Signed-off-by: Tony Luck <[email protected]>
---
arch/x86/kernel/cpu/mcheck/mce.c | 9 ++++++---
1 files changed, 6 insertions(+), 3 deletions(-)
diff --git a/arch/x86/kernel/cpu/mcheck/mce.c b/arch/x86/kernel/cpu/mcheck/mce.c
index 66e1c51..3b8ebdc 100644
--- a/arch/x86/kernel/cpu/mcheck/mce.c
+++ b/arch/x86/kernel/cpu/mcheck/mce.c
@@ -947,9 +947,10 @@ struct mce_info {
atomic_t inuse;
struct task_struct *t;
__u64 paddr;
+ int restartable;
} mce_info[MCE_INFO_MAX];
-static void mce_save_info(__u64 addr)
+static void mce_save_info(__u64 addr, int c)
{
struct mce_info *mi;
@@ -957,6 +958,7 @@ static void mce_save_info(__u64 addr)

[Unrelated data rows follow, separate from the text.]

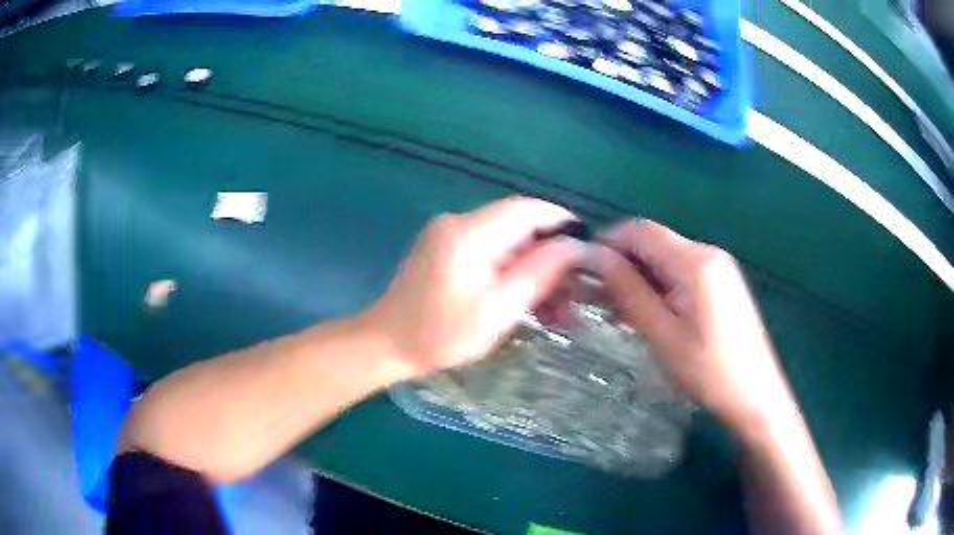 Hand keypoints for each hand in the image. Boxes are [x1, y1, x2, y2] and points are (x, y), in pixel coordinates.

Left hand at [364, 197, 584, 376]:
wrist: (387, 345)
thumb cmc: (441, 333)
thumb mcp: (499, 308)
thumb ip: (539, 272)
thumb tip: (575, 247)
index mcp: (469, 232)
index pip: (526, 210)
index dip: (561, 222)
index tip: (588, 247)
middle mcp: (458, 223)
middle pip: (519, 227)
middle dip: (551, 257)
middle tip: (575, 292)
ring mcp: (450, 236)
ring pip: (508, 243)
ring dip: (535, 270)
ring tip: (557, 309)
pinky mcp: (447, 251)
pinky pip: (491, 253)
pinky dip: (513, 273)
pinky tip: (529, 301)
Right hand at [593, 219, 795, 433]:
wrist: (754, 395)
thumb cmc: (708, 370)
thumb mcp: (662, 333)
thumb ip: (629, 291)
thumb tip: (596, 258)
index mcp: (695, 261)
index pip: (640, 231)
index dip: (607, 243)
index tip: (581, 269)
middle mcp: (707, 254)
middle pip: (653, 244)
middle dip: (621, 264)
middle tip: (593, 296)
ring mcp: (717, 268)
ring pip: (664, 260)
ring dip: (637, 278)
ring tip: (613, 310)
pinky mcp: (720, 285)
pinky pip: (680, 275)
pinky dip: (657, 288)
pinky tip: (644, 313) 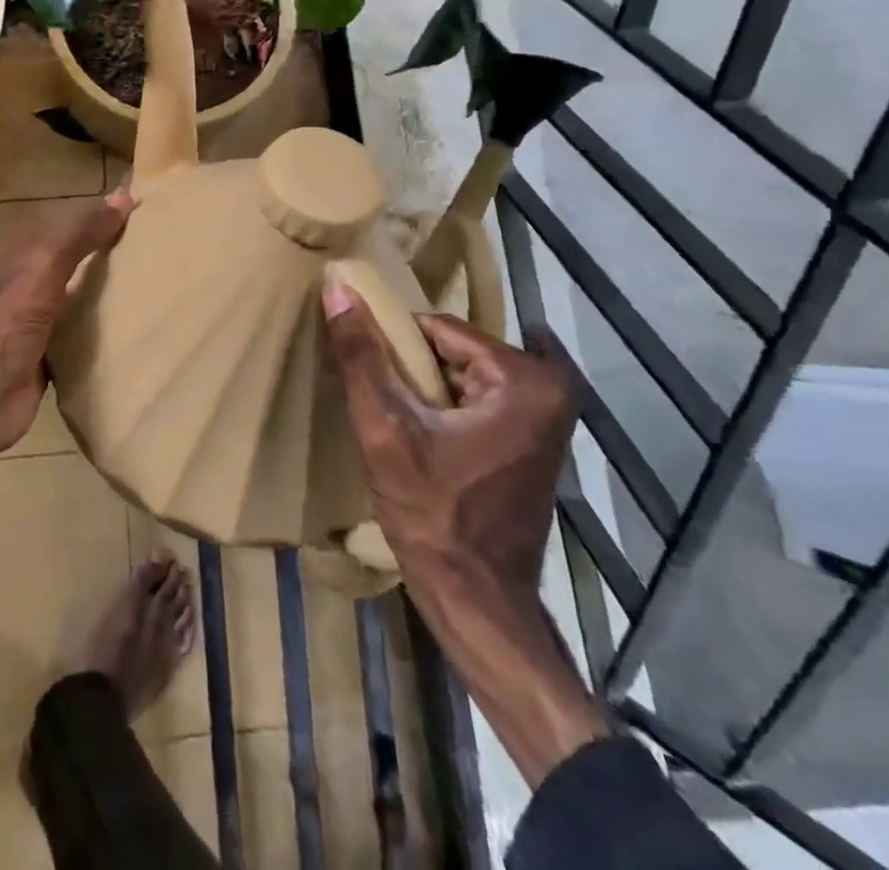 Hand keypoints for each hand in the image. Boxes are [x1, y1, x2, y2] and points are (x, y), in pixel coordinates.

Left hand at [0, 190, 134, 473]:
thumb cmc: (14, 325)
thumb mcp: (47, 270)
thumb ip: (81, 236)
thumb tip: (122, 198)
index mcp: (26, 256)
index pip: (70, 223)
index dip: (101, 214)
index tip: (142, 209)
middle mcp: (33, 282)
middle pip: (78, 257)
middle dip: (111, 251)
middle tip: (158, 246)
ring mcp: (42, 317)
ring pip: (83, 292)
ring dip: (111, 288)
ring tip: (156, 281)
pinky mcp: (53, 350)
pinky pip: (86, 328)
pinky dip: (107, 323)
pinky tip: (136, 324)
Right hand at [323, 297, 574, 607]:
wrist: (477, 601)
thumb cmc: (434, 515)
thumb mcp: (386, 429)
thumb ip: (361, 357)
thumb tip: (337, 287)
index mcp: (525, 378)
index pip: (437, 328)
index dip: (394, 347)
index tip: (369, 374)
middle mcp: (551, 388)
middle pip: (453, 350)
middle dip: (412, 370)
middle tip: (385, 406)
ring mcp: (548, 416)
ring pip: (462, 374)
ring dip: (426, 389)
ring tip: (398, 421)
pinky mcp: (536, 439)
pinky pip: (478, 398)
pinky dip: (446, 408)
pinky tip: (421, 436)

if (atomic_cmpxchg(&mi->inuse, 0, 1) == 0) {
mi->t = current;
mi->paddr = addr;
+ mi->restartable = c;
return;
}
}
@@ -1136,7 +1138,7 @@ void do_machine_check(struct pt_regs *regs, long error_code)
mce_panic("Fatal machine check on current CPU", &m, msg);
if (worst == MCE_AR_SEVERITY) {
/* schedule action before return to userland */
- mce_save_info(m.addr);
+ mce_save_info(m.addr, m.mcgstatus & MCG_STATUS_RIPV);
set_thread_flag(TIF_MCE_NOTIFY);
} else if (kill_it) {
force_sig(SIGBUS, current);
@@ -1185,7 +1187,8 @@ void mce_notify_process(void)
pr_err("Uncorrected hardware memory error in user-access at %llx",
mi->paddr);
- if (memory_failure(pfn, MCE_VECTOR, MF_ACTION_REQUIRED) < 0) {
+ if (memory_failure(pfn, MCE_VECTOR, MF_ACTION_REQUIRED) < 0 ||
+ mi->restartable == 0) {
pr_err("Memory error not recovered");
force_sig(SIGBUS, current);
}
--
1.7.9.rc2.1.g69204
Instruction recovery cases are very similar to the data recovery one
we already have. Just trade out for a new MCACOD value.
Signed-off-by: Tony Luck <[email protected]>
---
arch/x86/kernel/cpu/mcheck/mce-severity.c | 10 ++++++++++
1 files changed, 10 insertions(+), 0 deletions(-)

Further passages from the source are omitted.